> [WHAT YOU ARE ASKED TO DO]: Return every line from the records below with the string "bridge".

(Saved entries)
━━━━━━━━━━━━━━━━

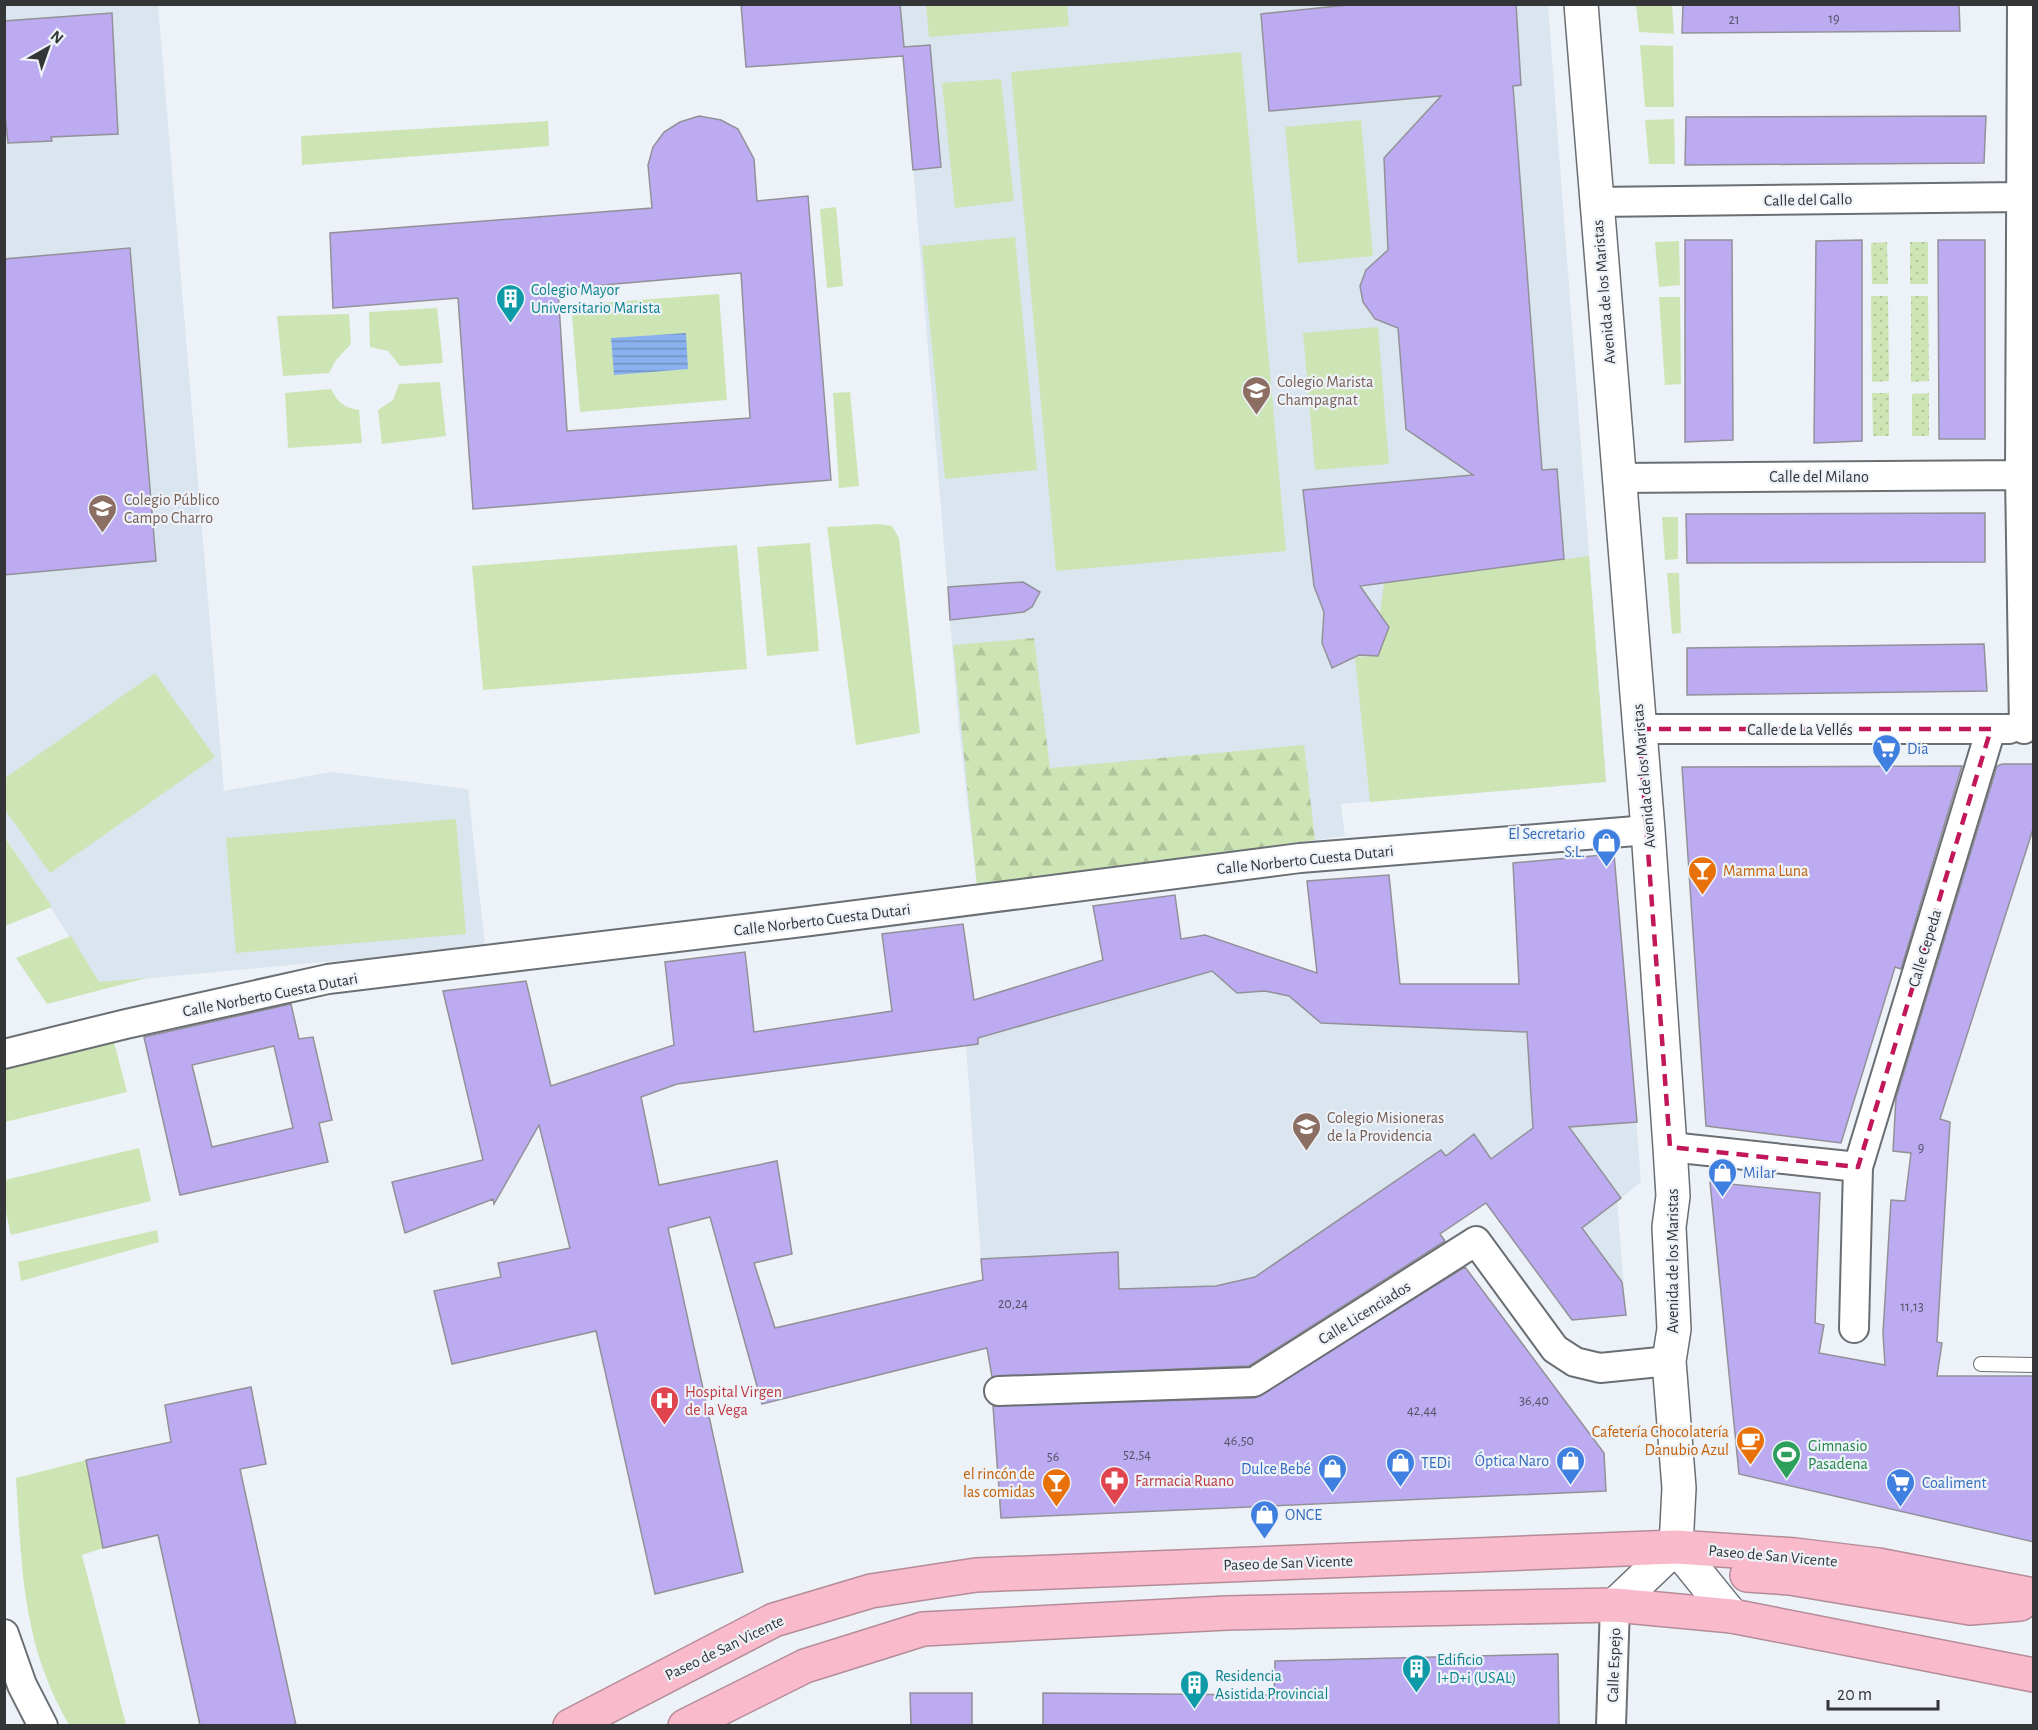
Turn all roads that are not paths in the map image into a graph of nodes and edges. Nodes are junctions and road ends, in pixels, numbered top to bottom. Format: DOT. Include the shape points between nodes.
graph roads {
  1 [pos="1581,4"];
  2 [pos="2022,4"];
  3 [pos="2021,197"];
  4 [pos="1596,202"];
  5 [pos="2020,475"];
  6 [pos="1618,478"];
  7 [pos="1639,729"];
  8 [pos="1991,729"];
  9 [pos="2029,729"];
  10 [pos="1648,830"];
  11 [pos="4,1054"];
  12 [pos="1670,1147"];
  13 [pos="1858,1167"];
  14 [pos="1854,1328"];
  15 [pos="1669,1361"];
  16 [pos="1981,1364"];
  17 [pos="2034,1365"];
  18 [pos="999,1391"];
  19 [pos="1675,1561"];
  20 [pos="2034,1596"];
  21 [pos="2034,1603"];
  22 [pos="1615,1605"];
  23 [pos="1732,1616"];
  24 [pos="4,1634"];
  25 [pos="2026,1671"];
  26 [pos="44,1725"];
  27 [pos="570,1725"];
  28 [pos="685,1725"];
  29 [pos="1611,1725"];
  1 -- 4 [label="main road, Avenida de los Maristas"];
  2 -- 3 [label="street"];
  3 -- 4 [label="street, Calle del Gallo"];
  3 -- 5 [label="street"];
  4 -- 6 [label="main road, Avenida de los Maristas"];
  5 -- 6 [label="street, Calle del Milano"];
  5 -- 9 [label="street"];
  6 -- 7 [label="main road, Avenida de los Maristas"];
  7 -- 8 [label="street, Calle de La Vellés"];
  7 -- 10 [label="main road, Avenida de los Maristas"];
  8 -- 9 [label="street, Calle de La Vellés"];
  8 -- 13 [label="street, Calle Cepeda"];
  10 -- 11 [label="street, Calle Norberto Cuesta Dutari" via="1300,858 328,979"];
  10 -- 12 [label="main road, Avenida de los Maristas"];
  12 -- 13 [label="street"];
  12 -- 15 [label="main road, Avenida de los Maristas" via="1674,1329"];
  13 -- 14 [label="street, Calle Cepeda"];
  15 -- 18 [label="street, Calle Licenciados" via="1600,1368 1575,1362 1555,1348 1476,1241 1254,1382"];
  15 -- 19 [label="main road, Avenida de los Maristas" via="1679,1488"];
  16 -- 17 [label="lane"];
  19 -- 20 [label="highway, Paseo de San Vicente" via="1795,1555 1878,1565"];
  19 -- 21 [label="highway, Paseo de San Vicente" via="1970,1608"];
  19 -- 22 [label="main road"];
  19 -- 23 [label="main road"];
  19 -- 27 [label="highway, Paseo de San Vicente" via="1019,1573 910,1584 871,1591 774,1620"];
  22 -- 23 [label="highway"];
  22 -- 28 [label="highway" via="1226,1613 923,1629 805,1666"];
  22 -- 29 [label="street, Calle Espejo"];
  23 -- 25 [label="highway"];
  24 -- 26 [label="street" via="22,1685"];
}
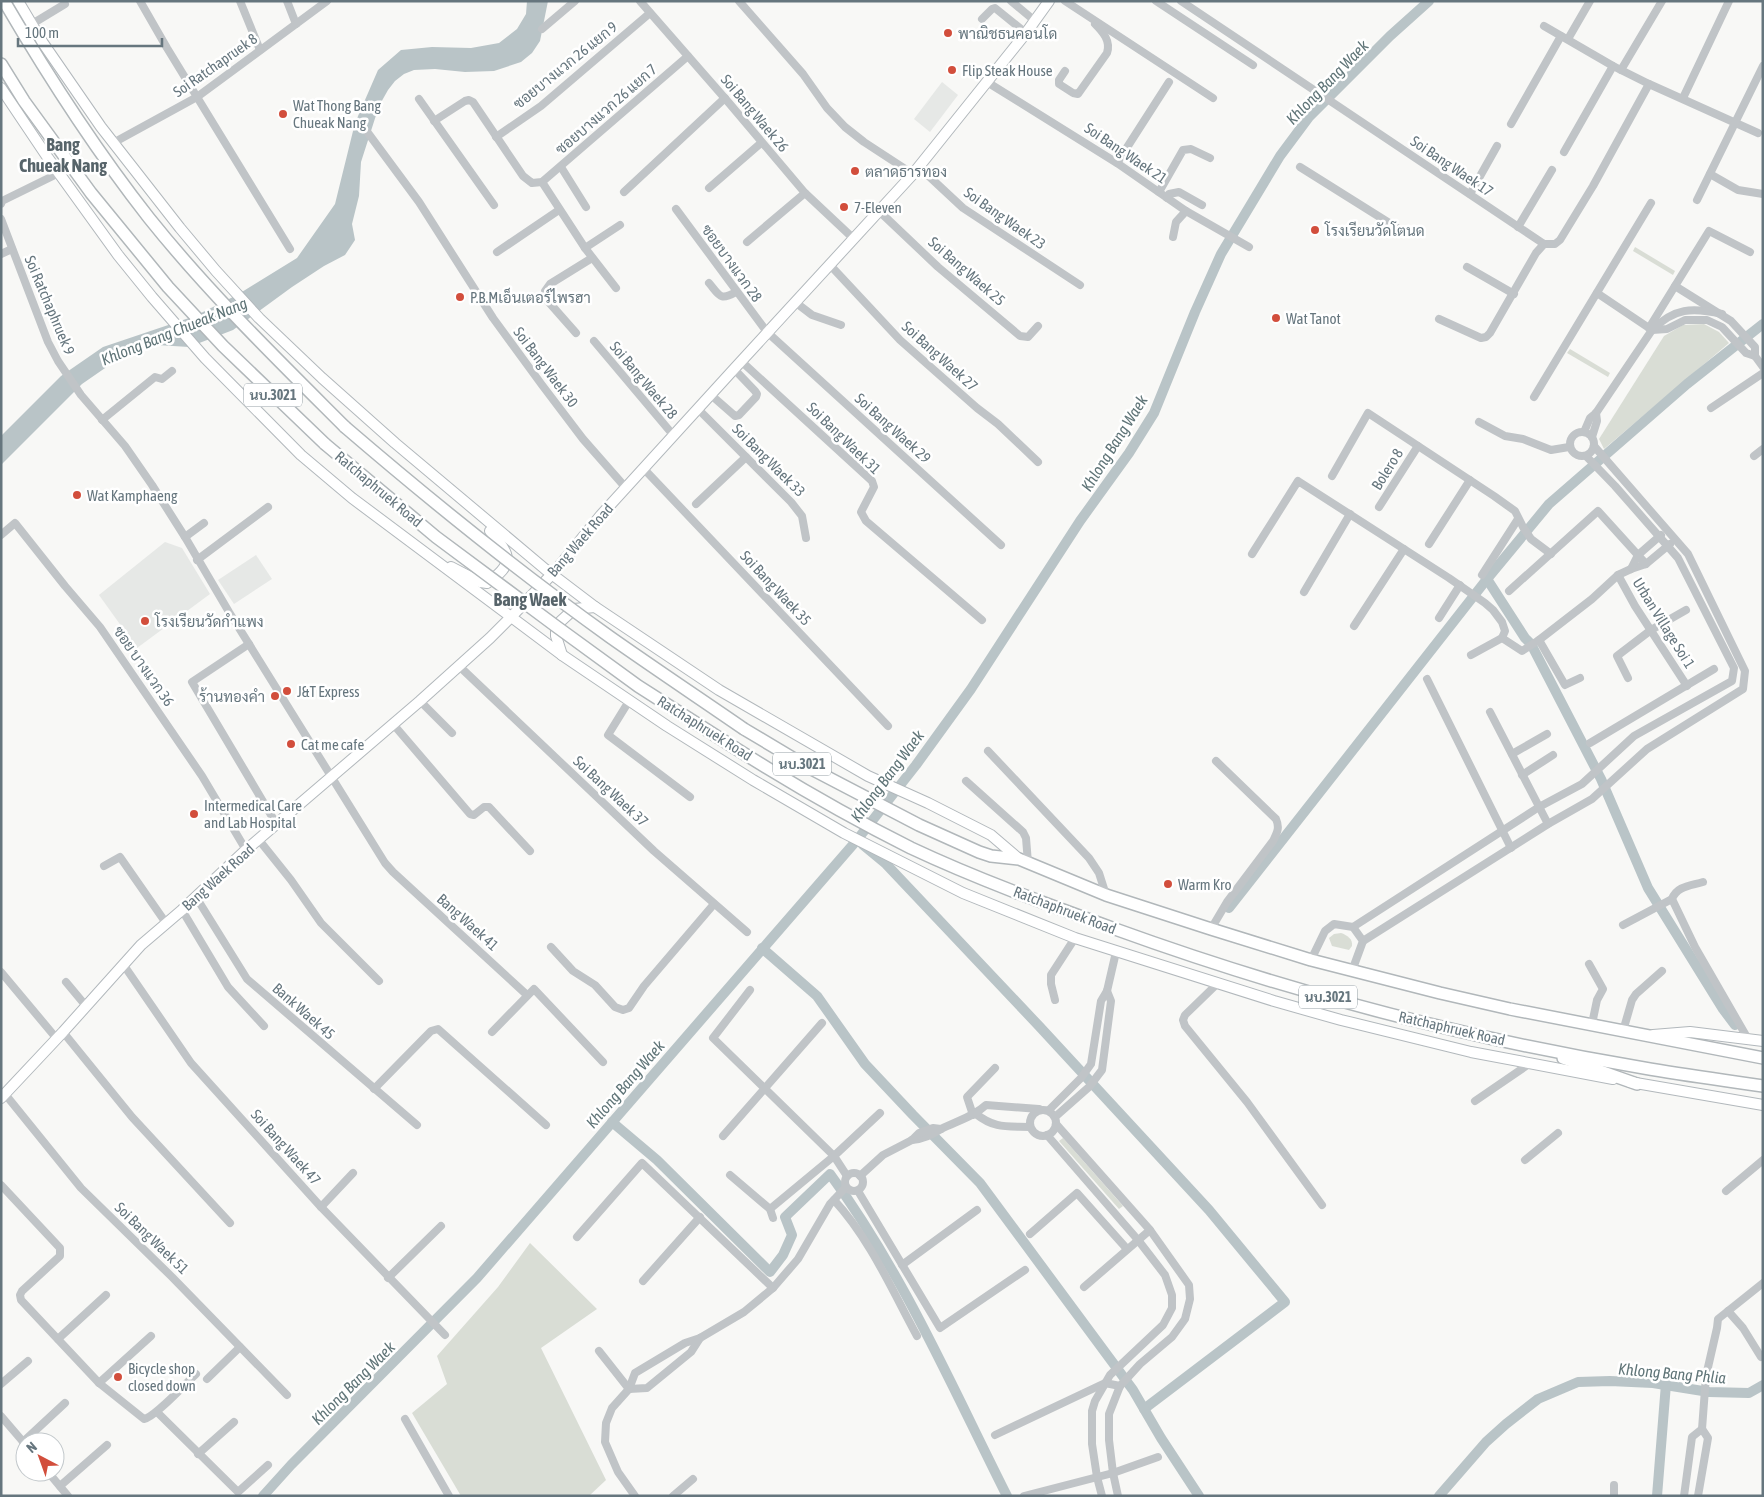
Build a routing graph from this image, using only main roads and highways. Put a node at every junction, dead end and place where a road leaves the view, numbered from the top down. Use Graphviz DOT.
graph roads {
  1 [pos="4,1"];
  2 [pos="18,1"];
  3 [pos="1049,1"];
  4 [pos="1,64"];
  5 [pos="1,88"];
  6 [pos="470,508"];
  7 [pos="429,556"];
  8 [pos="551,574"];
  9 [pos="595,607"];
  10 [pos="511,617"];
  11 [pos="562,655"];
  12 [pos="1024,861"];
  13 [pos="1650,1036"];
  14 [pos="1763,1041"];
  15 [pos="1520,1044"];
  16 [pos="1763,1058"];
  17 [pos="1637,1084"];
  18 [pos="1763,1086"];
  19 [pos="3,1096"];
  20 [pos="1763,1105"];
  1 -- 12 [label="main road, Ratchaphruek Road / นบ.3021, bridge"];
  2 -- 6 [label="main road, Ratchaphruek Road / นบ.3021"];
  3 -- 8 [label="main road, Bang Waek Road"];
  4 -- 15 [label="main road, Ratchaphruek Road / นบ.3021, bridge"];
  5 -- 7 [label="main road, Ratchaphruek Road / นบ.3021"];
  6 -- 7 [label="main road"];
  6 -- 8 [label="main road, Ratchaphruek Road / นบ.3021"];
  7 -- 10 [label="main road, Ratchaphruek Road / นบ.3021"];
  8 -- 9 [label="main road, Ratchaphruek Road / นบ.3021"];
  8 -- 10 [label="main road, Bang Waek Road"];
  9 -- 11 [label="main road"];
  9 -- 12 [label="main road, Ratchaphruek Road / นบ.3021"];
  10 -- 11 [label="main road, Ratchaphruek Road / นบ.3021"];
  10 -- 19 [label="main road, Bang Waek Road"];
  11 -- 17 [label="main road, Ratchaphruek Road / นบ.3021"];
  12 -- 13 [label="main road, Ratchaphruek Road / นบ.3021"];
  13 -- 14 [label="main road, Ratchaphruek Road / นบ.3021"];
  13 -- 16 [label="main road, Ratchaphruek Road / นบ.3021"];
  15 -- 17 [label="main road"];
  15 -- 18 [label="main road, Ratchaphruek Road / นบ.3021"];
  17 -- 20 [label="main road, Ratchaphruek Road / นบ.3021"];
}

━━━━━━━━━━━━━━━━

> [THE ANSWER]:
  1 -- 12 [label="main road, Ratchaphruek Road / นบ.3021, bridge"];
  4 -- 15 [label="main road, Ratchaphruek Road / นบ.3021, bridge"];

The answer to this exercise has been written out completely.